Dans Fryderyk Chopin, le doux et clair Pleyel est un bonheur qu'on ne saurait décrire, d'autant que l'artiste caresse la méditation du Nocturne en ut # mineur sans s'y arrêter, ne faisant salutairement de sort à rien. L'interprétation de l’Étude en mi bémol majeur Op.10 n°11 s'avère tendre autant qu'alerte, accusant une passagère maladresse en sa fin, tandis que la Ballade en la bémol majeur Op.47 n°3 est mieux maîtrisée.
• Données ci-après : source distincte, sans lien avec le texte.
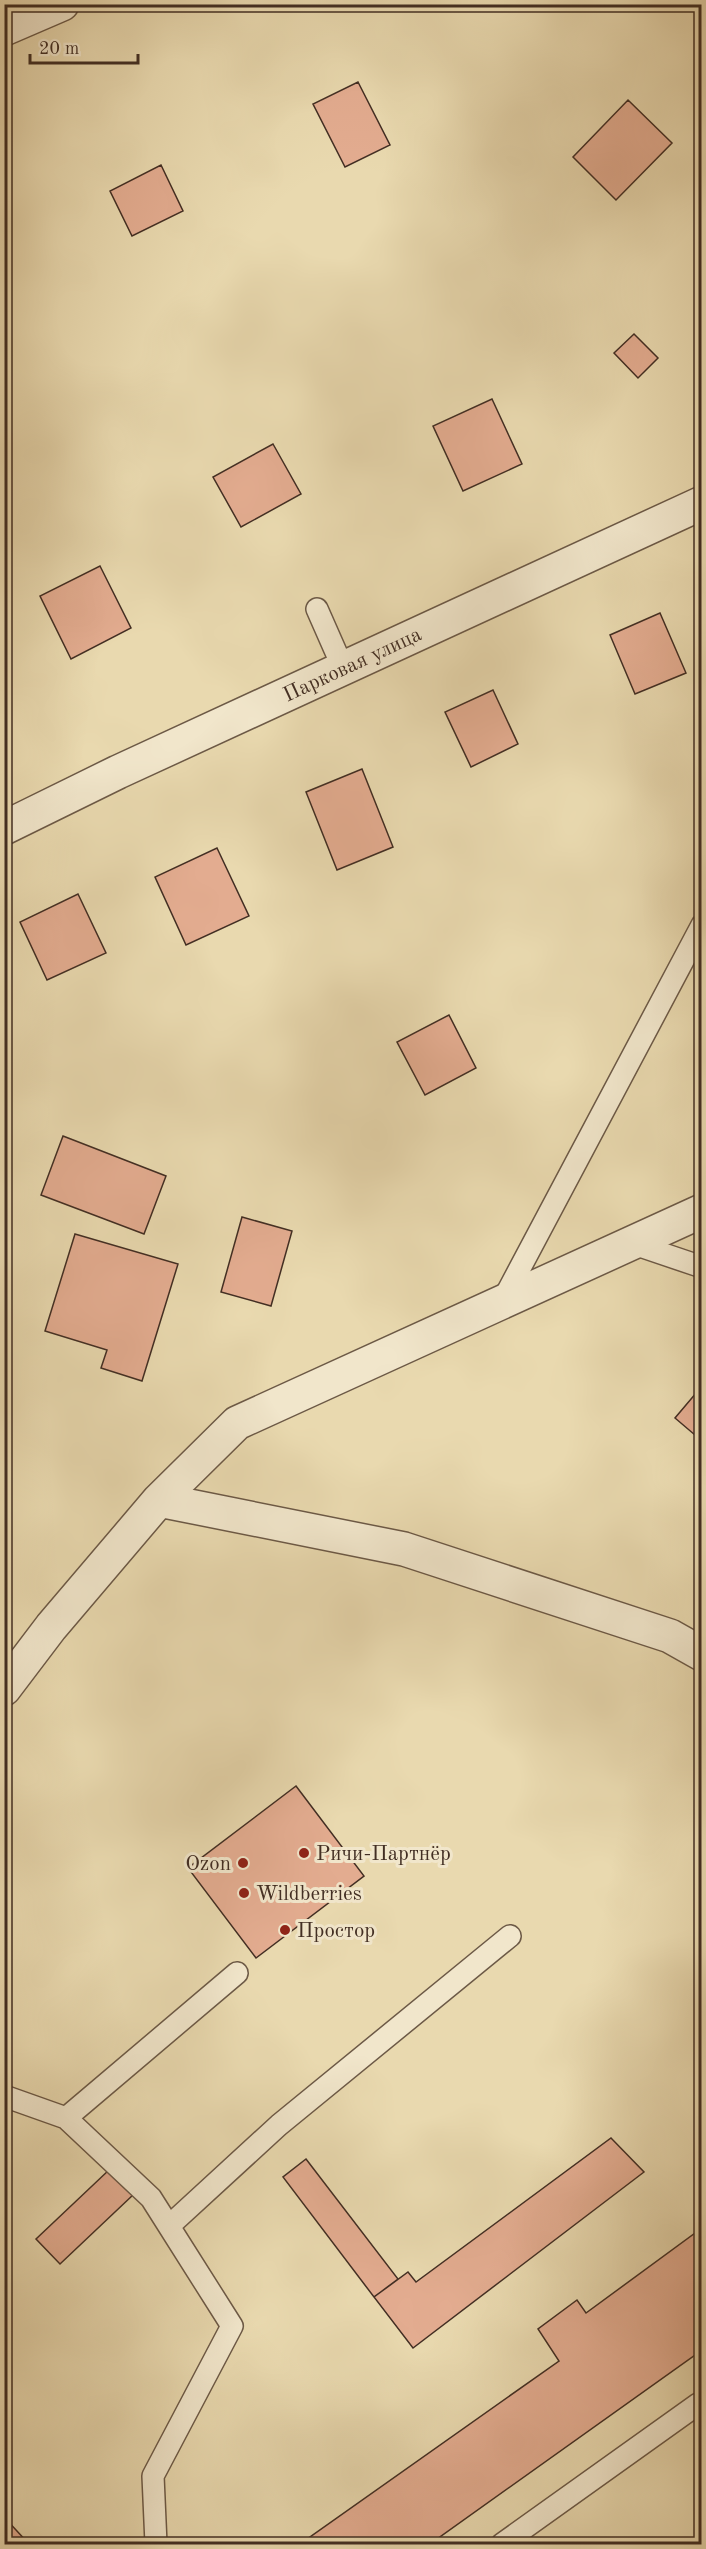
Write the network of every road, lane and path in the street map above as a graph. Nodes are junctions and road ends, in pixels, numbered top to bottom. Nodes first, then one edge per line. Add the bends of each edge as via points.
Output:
1 (62, 4) edge
2 (4, 29) edge
3 (702, 503) edge
4 (317, 609) dead end
5 (343, 668) junction
6 (4, 828) edge
7 (702, 925) edge
8 (702, 1210) edge
9 (631, 1243) junction
10 (702, 1267) edge
11 (502, 1302) junction
12 (159, 1500) junction
13 (702, 1654) edge
14 (4, 1689) edge
15 (510, 1935) dead end
16 (237, 1973) dead end
17 (4, 2097) edge
18 (66, 2118) junction
19 (169, 2226) junction
20 (702, 2409) edge
21 (156, 2544) edge
22 (502, 2544) edge

1 - 2 street
3 - 5 street, Парковая улица
4 - 5 lane
5 - 6 street, Парковая улица
7 - 11 lane
8 - 9 street
9 - 10 lane
9 - 11 street
11 - 12 street via 237,1423
12 - 13 street via 404,1549 670,1636
12 - 14 street
15 - 19 lane via 279,2125
16 - 18 lane
17 - 18 lane
18 - 19 lane via 151,2198
19 - 21 lane via 232,2326 153,2476
20 - 22 lane via 698,2404

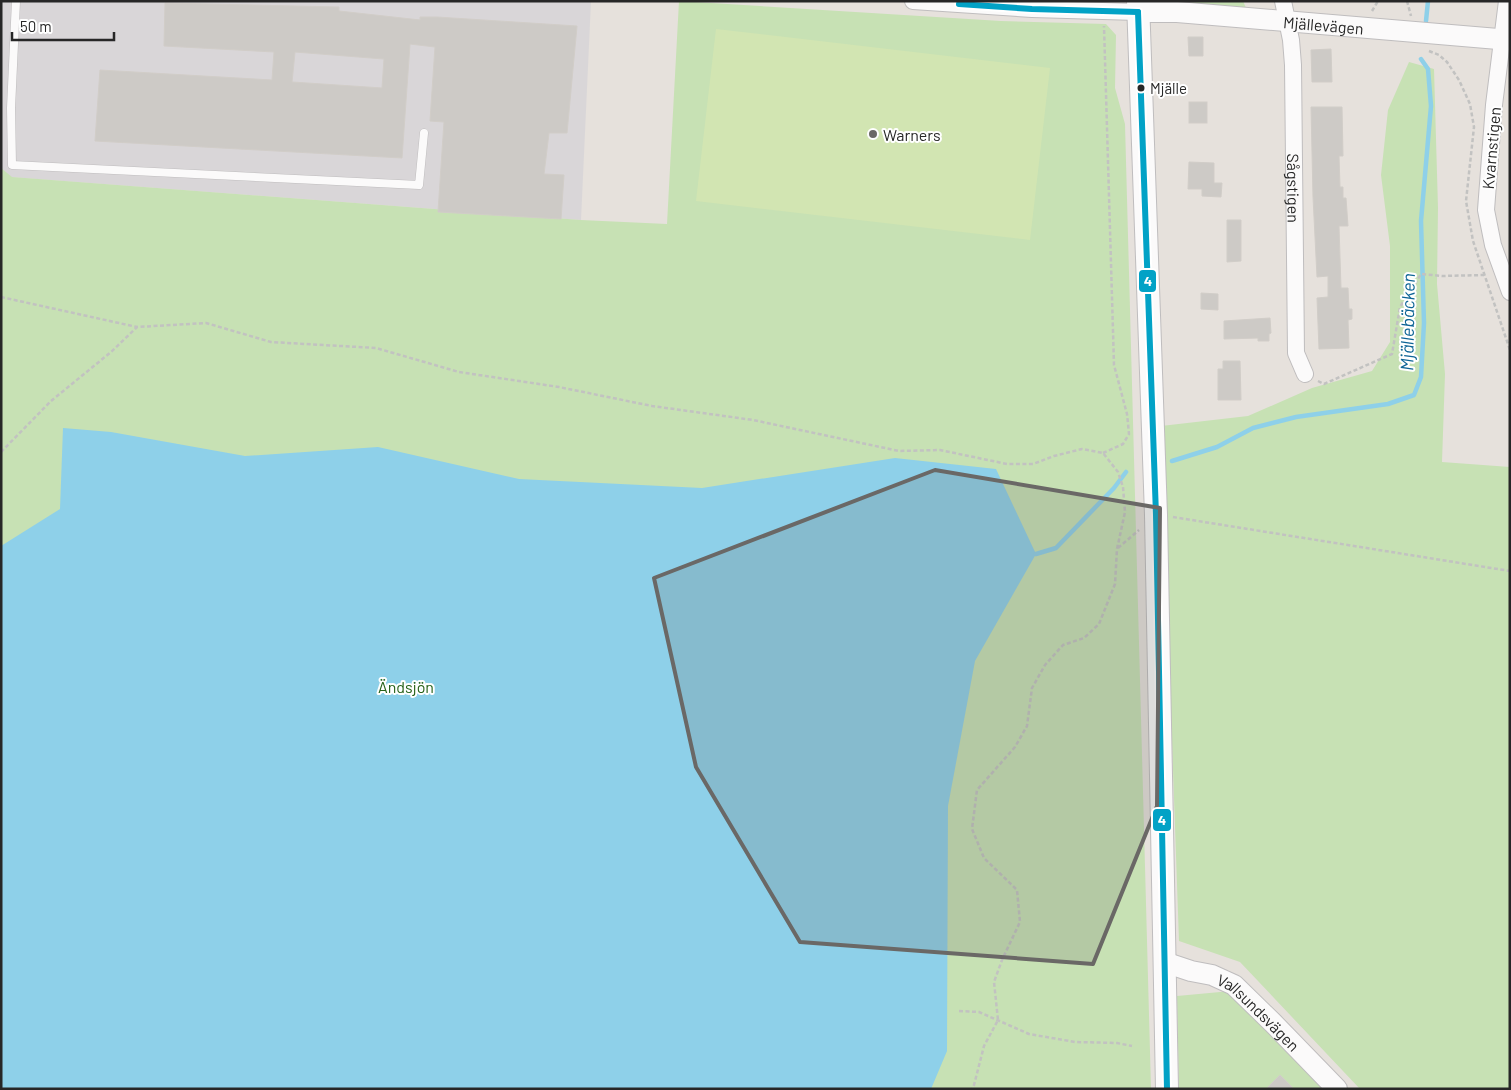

Toutefois, si l'avantage d'une promenade sans la moindre « pleurnicherie » est précieux, la saine franchise du jeu d'Emmanuelle Swiercz fait un peu trop entendre tout. Il ne s'agit pas d'établir une hiérarchie dans la partition, bien sûr, mais certains détails ornementaux doivent le rester.

En revanche, si l'écriture de Sergueï Rachmaninov est héritière de celle de Chopin, cette filiation n'est pas exclusive et entretient des liens évidents avec Tchaïkovski et Brahms. De ce fait, elle est bien souvent trop chargée (je parle toujours uniquement d'écriture et non d'affects) pour un piano ancien. Celui de ce soir se laisse dépasser, entremêlant les différents motifs sans possibilité de relief ; il est insuffisant. La musicienne aura beau développer le jeu magnifiquement orchestral dont elle est capable, ça ne marche pas. Les quatre Études extraites de l'opus 33 ne sont pas un choix judicieux. Sans doute aurait-il été plus inspiré de donner quelques pages tardives et rares de Liszt – Lugubra gondola, Am Grabe Richard Wagner ou encore Wiegenlied, par exemple, toutes très dépouillées. Ce récital prend fin avec Choral et variations de la Sonate d’Henri Dutilleux où Emmanuelle Swiercz révèle un grand art des nuances, et où le piano se comporte étrangement mieux.